Pope Francis has celebrated Christmas Eve Mass after speaking by telephone to Iraqi refugees in a camp near the main Kurdish city of Irbil.
The leader of the world's 1.1 billion Roman Catholics made the call to refugees at a camp in Ankawa by satellite phone on December 24.
The 78-year-old Argentine pope urged the refugees to "persevere."
"Dear brothers, I am close to you, very close to you in my heart," he told them.
"Innocent children, children who have died, exploited children... I am thinking, too, about grandparents, about the older people who have lived their lives, and who must now bear this cross."
He told the refugees they were like Jesus, forced to flee because there was no room for them.
"You're like Jesus on this night, and I bless you and am close to you," he said.
Advances in Iraq by IS militants have forced tens of thousands of Christians and members of other religious minorities to flee to Kurdish controlled areas.

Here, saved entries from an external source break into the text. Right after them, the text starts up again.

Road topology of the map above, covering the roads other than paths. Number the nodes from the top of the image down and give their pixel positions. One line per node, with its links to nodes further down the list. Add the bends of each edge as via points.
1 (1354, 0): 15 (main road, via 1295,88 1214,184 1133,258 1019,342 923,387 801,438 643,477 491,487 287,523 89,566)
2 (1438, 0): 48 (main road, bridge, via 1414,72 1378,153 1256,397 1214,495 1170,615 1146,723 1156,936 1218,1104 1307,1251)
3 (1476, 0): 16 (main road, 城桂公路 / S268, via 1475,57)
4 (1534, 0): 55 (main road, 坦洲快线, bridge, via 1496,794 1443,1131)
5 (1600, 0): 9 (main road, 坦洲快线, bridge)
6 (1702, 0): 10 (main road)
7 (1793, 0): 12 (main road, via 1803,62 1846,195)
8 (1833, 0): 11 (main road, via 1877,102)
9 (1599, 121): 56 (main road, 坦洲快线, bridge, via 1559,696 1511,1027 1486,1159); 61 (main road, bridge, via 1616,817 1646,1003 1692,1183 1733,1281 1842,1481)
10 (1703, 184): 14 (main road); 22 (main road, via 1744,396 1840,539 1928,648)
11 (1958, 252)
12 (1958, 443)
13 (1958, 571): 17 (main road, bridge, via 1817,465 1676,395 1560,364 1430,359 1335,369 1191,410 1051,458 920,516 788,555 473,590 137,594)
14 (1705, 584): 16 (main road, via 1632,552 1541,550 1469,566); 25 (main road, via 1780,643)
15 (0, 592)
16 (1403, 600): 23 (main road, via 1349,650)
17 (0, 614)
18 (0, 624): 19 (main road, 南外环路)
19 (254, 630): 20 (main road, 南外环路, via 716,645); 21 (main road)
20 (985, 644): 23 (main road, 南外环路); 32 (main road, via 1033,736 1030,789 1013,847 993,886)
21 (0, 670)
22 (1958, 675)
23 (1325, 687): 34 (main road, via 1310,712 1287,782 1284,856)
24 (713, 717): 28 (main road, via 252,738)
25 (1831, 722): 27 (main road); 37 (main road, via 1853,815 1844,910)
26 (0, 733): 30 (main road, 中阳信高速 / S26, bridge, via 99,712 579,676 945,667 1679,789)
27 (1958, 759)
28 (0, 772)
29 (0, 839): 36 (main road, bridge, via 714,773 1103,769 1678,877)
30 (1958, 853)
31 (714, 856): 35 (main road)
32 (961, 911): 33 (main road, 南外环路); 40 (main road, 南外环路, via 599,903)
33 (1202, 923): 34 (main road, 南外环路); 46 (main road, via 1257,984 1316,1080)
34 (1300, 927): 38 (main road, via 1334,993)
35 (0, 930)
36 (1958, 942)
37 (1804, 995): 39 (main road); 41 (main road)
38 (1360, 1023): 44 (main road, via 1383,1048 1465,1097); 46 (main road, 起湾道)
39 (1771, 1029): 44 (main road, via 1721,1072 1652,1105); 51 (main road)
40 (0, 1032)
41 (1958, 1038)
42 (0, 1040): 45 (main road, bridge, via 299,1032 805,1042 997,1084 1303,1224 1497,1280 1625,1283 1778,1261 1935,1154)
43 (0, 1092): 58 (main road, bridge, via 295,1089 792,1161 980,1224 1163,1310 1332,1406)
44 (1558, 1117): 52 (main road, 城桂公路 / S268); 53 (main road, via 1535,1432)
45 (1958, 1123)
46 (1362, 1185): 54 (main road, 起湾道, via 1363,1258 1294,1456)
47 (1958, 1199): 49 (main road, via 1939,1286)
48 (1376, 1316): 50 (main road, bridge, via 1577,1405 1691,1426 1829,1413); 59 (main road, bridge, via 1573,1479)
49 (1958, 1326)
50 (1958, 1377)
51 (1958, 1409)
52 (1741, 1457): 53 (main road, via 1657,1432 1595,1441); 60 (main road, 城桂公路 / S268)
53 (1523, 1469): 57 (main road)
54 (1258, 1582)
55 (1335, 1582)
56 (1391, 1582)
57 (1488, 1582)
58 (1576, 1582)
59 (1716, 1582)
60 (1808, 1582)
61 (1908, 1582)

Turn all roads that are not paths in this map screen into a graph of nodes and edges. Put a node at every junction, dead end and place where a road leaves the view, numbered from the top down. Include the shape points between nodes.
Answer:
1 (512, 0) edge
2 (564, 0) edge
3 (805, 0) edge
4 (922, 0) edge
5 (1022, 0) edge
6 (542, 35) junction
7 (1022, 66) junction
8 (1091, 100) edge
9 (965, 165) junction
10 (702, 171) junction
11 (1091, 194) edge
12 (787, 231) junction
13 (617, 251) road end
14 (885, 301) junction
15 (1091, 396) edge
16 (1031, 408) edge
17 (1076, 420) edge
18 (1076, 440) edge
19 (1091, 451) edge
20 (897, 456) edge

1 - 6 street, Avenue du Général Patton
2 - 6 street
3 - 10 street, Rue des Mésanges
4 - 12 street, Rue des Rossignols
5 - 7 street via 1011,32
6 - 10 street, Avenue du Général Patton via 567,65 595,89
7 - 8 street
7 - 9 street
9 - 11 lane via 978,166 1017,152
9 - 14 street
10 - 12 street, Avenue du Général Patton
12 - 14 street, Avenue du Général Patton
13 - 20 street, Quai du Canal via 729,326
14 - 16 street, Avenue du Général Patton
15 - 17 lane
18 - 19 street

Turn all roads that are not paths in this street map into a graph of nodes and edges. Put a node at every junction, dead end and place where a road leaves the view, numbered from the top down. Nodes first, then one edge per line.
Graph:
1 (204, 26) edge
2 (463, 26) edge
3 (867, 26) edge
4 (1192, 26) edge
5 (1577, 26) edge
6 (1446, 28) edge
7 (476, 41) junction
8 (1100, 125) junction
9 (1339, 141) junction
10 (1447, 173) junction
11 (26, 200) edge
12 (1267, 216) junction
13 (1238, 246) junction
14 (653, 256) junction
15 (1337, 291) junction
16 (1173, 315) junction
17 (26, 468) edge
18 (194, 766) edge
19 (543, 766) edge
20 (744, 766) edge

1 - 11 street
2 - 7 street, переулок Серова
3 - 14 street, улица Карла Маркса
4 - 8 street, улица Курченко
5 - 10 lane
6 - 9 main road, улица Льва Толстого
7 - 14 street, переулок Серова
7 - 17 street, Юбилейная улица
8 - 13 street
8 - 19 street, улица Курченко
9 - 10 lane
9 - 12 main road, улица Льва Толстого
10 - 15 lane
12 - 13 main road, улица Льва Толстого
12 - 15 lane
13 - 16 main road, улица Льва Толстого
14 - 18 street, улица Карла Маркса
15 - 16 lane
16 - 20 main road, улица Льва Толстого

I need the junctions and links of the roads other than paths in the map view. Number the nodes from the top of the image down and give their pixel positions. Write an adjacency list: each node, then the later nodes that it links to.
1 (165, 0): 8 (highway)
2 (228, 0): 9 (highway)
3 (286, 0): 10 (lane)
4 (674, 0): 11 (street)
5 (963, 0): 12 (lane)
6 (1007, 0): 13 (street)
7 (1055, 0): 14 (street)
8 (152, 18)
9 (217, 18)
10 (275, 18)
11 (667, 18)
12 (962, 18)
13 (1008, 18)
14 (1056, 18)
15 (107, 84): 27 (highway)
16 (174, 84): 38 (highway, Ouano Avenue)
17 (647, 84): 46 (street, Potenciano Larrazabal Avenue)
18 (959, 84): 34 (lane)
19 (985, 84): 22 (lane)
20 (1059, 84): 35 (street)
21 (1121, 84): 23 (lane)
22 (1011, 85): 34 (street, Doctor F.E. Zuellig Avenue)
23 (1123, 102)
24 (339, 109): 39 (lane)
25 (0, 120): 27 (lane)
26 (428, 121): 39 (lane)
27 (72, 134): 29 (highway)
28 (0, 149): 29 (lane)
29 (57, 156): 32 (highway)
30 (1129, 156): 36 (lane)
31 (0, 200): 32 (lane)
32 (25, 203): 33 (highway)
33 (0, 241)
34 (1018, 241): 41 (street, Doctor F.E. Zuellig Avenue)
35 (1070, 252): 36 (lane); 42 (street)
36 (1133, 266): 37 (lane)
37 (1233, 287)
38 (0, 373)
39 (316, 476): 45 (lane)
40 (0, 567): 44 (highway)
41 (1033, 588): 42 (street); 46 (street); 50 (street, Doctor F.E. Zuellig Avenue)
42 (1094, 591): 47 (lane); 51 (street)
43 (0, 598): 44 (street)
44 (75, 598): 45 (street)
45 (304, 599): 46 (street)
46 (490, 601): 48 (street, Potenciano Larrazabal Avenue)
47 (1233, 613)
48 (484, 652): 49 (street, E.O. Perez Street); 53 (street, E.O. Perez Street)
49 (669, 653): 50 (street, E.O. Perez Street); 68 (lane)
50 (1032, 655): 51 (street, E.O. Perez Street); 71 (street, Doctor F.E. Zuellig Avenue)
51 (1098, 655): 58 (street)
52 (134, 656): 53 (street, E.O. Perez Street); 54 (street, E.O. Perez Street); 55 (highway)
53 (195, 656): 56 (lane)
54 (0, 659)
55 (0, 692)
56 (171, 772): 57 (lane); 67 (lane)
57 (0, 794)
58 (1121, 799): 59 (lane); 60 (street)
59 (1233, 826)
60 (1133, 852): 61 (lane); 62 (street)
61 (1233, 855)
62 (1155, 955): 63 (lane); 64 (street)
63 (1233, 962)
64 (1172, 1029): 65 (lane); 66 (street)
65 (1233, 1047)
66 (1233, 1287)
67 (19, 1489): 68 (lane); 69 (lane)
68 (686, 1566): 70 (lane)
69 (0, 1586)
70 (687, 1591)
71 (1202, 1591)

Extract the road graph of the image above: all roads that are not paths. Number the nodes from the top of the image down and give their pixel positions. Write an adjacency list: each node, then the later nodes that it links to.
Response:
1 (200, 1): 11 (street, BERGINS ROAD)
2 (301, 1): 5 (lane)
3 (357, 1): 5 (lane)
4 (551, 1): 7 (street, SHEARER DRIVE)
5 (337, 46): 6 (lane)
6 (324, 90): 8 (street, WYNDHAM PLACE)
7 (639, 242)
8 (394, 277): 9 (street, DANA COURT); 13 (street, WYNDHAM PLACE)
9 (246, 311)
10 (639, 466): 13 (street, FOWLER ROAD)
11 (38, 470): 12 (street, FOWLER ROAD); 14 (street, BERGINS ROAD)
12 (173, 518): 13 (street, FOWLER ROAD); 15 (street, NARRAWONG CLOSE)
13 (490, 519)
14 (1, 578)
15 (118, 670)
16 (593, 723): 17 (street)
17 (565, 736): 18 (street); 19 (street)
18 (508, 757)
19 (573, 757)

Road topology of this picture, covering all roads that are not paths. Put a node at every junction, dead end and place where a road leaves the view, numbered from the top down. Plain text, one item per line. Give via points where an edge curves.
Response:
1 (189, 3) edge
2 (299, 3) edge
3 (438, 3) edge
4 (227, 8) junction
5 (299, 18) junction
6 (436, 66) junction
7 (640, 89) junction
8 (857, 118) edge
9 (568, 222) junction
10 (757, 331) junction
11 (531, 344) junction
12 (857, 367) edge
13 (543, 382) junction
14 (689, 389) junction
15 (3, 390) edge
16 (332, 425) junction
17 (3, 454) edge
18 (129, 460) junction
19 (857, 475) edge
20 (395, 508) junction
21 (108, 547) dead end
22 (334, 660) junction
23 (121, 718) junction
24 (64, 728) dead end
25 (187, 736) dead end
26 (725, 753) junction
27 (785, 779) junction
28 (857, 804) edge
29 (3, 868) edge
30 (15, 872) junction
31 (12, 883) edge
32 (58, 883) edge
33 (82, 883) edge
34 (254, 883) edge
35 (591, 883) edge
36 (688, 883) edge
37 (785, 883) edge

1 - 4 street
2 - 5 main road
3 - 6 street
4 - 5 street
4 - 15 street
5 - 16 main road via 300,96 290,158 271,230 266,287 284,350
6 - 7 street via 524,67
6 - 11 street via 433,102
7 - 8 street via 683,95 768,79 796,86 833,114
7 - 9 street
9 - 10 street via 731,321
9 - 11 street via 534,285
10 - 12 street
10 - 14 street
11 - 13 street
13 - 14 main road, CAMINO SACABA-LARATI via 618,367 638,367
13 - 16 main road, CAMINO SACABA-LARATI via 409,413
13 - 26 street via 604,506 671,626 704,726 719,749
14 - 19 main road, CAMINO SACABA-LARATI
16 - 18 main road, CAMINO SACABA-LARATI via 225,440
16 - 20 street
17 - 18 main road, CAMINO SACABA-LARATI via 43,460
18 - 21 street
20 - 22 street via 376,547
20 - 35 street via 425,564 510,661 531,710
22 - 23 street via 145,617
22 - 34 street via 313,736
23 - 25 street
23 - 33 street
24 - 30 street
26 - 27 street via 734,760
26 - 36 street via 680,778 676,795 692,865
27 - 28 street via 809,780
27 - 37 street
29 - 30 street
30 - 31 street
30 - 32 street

In the Iraqi capital, Baghdad, Chaldean Patriarch Louis Sako said some 150,000 Christians had been displaced by the IS offensive.
Iraq's displaced Christians "still live in a tragic situation and there are no quick solutions for them," Sako told AFP news agency.
Later in his homily, during Christmas Eve Midnight Mass at St. Peter's Basilica, Pope Francis urged people to have greater empathy toward family and friends.
He said the world needed "tenderness" and "warmth."
The pontiff also said Christmas was a time to remember that God's message of peace "is stronger than darkness and corruption."
"The question put to us simply by the infant's presence is: 'Do I allow God to love me?'" he said.
"Do we have the courage to welcome with tenderness the difficulties and problems of those who are near to us?"
On December 25, the Pope will deliver his Urbi et Orbi ("to the city and the world") address from the central balcony of St. Peter's Square to tens of thousands of people.